Quant aux responsables des trois partis politiques formant partie de l’opposition parlementaire, on leur a écrit une lettre pour une rencontre. Leur rôle est crucial puisque constitutionnel. Il existe le danger d’un gouvernement d’ « unité nationale » ici comme ailleurs. On verra ce qu’ils nous diront. Il ne faut pas se presser.

Je pense que personne dans l’opposition parlementaire n’a le droit de grossir les rangs du Gouvernement sous le prétexte qu’il y aurait la nécessité d’avoir un gouvernement d’«unité nationale ». Pour moi, c’est un terme infect. Ils sont dans l’opposition ; qu’ils y restent ! Qu’ils assument leur rôle parlementaire ! Je crains fort cette situation car que ce soit le PTr, le MMM ou le PMSD, ils ont eu des liens avec le MSM. Qu’ils utilisent ce temps précieux pour se donner une ligne de conduite conforme à notre constitution. Certains doivent préparer leur départ.

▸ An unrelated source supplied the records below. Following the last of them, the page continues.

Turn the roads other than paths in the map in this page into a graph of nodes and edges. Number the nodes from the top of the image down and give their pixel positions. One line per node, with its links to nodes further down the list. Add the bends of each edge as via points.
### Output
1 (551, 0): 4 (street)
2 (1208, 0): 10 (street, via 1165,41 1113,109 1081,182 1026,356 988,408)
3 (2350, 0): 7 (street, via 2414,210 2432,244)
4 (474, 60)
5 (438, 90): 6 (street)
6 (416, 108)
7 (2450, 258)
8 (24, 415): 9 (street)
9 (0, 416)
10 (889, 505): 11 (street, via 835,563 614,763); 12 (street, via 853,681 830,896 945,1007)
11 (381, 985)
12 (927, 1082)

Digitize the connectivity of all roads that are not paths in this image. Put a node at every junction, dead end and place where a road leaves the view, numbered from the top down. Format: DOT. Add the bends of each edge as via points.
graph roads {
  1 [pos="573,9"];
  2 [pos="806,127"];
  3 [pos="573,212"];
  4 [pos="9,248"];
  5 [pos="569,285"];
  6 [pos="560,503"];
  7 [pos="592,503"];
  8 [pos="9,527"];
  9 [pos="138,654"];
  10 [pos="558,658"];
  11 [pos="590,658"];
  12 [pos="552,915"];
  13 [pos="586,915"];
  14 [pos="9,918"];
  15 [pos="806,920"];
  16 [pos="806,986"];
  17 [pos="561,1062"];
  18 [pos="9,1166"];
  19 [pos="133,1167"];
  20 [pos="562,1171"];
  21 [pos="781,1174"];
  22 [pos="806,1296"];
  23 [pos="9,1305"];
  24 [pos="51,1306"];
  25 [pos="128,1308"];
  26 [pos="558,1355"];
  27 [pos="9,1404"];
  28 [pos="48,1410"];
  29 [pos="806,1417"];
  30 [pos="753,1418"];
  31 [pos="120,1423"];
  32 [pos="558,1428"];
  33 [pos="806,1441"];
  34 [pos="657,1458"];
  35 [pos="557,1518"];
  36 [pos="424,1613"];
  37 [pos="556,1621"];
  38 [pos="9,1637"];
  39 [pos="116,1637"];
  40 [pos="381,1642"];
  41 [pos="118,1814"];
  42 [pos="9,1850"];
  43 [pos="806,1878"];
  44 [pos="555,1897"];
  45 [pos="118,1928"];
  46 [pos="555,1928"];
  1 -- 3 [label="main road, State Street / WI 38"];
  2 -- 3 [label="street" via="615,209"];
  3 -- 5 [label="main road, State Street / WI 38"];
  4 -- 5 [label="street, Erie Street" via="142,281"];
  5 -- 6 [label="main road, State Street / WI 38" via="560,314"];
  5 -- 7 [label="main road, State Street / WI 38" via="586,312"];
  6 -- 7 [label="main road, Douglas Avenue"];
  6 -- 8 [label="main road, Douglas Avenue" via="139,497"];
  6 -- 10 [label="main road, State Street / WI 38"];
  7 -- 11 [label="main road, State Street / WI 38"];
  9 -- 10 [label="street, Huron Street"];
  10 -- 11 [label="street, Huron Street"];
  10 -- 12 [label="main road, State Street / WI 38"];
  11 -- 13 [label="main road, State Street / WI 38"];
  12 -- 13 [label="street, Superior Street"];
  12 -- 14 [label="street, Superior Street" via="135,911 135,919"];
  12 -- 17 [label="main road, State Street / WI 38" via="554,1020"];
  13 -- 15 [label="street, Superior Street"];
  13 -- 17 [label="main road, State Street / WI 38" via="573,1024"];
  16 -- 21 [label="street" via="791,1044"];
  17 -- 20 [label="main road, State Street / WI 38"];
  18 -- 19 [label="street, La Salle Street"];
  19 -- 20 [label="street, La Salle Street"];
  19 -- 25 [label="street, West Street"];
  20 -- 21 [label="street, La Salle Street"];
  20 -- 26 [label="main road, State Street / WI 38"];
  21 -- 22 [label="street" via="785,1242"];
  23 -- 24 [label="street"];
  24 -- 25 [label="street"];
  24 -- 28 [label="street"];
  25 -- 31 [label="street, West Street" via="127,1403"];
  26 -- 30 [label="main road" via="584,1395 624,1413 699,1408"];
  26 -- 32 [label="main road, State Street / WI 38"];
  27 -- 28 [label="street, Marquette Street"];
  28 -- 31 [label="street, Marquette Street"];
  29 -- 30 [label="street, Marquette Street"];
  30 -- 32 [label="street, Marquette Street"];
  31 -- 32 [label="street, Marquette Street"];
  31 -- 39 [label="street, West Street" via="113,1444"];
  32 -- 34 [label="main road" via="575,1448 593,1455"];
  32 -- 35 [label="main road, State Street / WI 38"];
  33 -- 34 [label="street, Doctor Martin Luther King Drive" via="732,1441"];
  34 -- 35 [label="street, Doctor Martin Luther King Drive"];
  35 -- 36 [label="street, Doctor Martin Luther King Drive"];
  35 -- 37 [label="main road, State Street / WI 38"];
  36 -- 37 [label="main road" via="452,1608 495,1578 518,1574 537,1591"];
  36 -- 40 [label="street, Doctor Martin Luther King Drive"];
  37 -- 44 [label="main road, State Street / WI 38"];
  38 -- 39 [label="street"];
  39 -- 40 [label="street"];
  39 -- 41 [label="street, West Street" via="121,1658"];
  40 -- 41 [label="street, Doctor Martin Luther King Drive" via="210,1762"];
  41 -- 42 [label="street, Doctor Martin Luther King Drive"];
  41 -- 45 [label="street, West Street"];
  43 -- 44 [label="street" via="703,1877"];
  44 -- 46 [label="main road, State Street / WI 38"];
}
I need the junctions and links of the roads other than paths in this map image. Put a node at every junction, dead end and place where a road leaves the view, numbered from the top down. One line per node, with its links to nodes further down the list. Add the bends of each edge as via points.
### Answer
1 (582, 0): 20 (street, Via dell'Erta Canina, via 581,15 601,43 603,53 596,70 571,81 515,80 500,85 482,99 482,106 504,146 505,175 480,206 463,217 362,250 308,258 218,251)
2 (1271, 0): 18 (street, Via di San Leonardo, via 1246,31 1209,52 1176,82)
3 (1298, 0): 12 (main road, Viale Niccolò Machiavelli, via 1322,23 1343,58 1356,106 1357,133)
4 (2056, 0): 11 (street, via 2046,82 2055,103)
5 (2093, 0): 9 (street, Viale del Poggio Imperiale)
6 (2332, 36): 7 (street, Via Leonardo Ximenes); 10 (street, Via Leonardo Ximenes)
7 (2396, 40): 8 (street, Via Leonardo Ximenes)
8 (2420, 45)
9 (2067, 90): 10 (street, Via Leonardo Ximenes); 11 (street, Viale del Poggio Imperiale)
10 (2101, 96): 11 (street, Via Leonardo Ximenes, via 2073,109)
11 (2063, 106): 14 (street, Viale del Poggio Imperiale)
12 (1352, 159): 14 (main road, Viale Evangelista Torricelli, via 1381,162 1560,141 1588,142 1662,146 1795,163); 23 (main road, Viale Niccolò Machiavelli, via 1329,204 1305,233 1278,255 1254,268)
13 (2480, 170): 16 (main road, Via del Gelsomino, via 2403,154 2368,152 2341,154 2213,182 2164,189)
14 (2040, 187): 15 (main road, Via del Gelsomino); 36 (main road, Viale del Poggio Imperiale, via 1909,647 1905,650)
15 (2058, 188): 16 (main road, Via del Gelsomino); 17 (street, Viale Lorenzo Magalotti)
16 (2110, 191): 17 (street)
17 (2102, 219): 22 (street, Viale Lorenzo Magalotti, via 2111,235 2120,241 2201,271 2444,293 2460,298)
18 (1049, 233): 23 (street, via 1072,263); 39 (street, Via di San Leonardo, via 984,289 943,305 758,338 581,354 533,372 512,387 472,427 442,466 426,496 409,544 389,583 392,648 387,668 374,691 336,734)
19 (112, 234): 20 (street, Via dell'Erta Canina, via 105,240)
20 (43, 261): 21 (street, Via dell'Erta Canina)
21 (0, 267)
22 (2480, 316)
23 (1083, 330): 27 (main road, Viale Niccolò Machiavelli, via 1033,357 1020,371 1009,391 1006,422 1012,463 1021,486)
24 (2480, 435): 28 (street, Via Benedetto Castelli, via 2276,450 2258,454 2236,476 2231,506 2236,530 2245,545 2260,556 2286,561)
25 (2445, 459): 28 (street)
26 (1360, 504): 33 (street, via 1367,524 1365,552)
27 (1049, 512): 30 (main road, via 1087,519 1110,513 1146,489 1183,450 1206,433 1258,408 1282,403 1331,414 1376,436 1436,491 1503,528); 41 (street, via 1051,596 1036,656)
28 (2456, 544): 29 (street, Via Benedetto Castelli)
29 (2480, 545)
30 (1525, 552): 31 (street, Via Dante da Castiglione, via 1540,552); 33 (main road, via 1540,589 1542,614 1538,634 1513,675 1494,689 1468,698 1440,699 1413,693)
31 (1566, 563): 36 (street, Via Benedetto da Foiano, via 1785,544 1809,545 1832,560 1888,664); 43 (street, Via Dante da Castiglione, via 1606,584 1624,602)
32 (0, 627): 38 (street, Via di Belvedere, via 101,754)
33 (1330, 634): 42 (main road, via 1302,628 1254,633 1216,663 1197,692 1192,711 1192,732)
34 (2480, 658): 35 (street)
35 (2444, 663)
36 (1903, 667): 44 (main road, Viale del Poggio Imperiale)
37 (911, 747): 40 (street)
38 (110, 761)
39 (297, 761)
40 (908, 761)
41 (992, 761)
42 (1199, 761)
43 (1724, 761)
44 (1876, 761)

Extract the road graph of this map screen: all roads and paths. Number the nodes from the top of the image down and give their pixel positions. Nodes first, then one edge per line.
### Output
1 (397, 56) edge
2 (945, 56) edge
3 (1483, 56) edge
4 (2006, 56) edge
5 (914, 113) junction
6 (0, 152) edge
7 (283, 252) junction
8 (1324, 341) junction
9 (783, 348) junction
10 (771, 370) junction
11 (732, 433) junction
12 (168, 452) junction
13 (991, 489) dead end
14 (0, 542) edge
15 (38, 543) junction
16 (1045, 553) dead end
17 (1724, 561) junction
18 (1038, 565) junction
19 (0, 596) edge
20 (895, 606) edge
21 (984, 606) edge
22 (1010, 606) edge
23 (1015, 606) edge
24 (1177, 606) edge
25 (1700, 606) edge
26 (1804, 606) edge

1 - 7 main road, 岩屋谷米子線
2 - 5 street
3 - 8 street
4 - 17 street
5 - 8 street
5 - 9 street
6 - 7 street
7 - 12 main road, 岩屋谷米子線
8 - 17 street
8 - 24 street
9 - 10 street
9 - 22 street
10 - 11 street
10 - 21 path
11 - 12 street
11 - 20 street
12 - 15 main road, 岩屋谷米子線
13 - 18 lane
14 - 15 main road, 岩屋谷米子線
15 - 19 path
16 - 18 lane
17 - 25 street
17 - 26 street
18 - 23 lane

La pandémie peut nous faire reculer comme nous faire avancer dans l’histoire. Un rien peut tout remettre en question. Vous savez, le militantisme et la voie révolutionnaire sont les résultats des protestations à travers le monde en 1968. Un simple incident peut tout détourner. J’ai en tête le fait que le MMM publie son manifeste le 1er août 1970 et Lall Jugnauth (l’oncle d’Anerood Jugnauth) meurt le 2 août 1970. Le décès d’un parlementaire change le cours de l’histoire…

D’un parti révolutionnaire, le MMM va devenir électoraliste, et voilà le résultat aujourd’hui… Une famille est au pouvoir… Alors que la lutte qui l’a mené au pouvoir est couverte du sang des travailleurs et des jeunes intellectuels.

D’autre part, nos jeunes intellectuels, dans leur grande majorité, ne sont ni de gauche ni de droite, et ils ont fait de leur engagement politique une voie vers le parlementarisme pour représenter QUI ?… sinon eux-mêmes et la classe moyenne montante. J’ai déjà vu ça après la grève de Mai 75.